The TV deal turn is the latest chapter and the second big deal for the novel that transformed McKinty from a frustrated author who supported his family driving an Uber in Australia into a full-time author. Little Brown published the novel in 43 countries, and Salerno’s The Story Factory made a 7-figure movie deal with Universal and Working Title. Edgar Wright was signed to direct and he co-wrote the script with Jane Goldman. The project quietly moved from Universal to Sony and got close with Emily Blunt set to star, before it stalled.
Ellenberg had long been passionate about the book and the prospect of it driving a series, starting over from scratch.

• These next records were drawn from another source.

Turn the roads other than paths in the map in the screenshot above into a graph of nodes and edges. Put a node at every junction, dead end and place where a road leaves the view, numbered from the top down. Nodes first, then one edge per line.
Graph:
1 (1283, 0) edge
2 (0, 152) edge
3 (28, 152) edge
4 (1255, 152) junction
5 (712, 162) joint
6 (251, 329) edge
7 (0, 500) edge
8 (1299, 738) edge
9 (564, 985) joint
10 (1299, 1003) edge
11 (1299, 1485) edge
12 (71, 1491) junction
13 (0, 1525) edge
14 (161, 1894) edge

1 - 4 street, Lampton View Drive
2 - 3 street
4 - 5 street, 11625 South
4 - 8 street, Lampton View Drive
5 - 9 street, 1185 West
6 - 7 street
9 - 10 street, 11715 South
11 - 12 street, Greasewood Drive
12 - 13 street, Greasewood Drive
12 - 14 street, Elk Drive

The company, which got a major recent investment from RedBird IMI, has small screen credits include The Morning Show with Jennifer Aniston and Reese Witherspoon for Apple TV+, the Jessica Chastain-Oscar Isaac-starrer Scenes From A Marriage for HBO, and Pachinko for Apple TV+.
This marks the 32nd major film or TV deal for Salerno’s The Story Factory, which brokers the publishing deals along with the ancillary pacts. Recent deals the T.J. Newman novel Drowning: The Rescue of Flight 1421 at Warner Brothers with Paul Greengrass directing and Steve Kloves adapting, Heat 2 at Warner Brothers with Michael Mann writing/producing/directing an adaptation of his novel, Don Winslow’s City on Fire trilogy at Sony/3000 with Austin Butler starring and producing with David Heyman, Crime 101 at Amazon with Chris Hemsworth and Mark Ruffalo starring, Falling at Universal with Newman and Salerno adapting her novel. Brilliance from Marcus Sakey’s trilogy is at Paramount with Will Smith, Akiva Goldsman writing and Sharmeen Obaid-Chinoy directing, and Don Winslow’s The Winter of Frankie Machine is also at Paramount with Christopher Storer (The Bear) directing.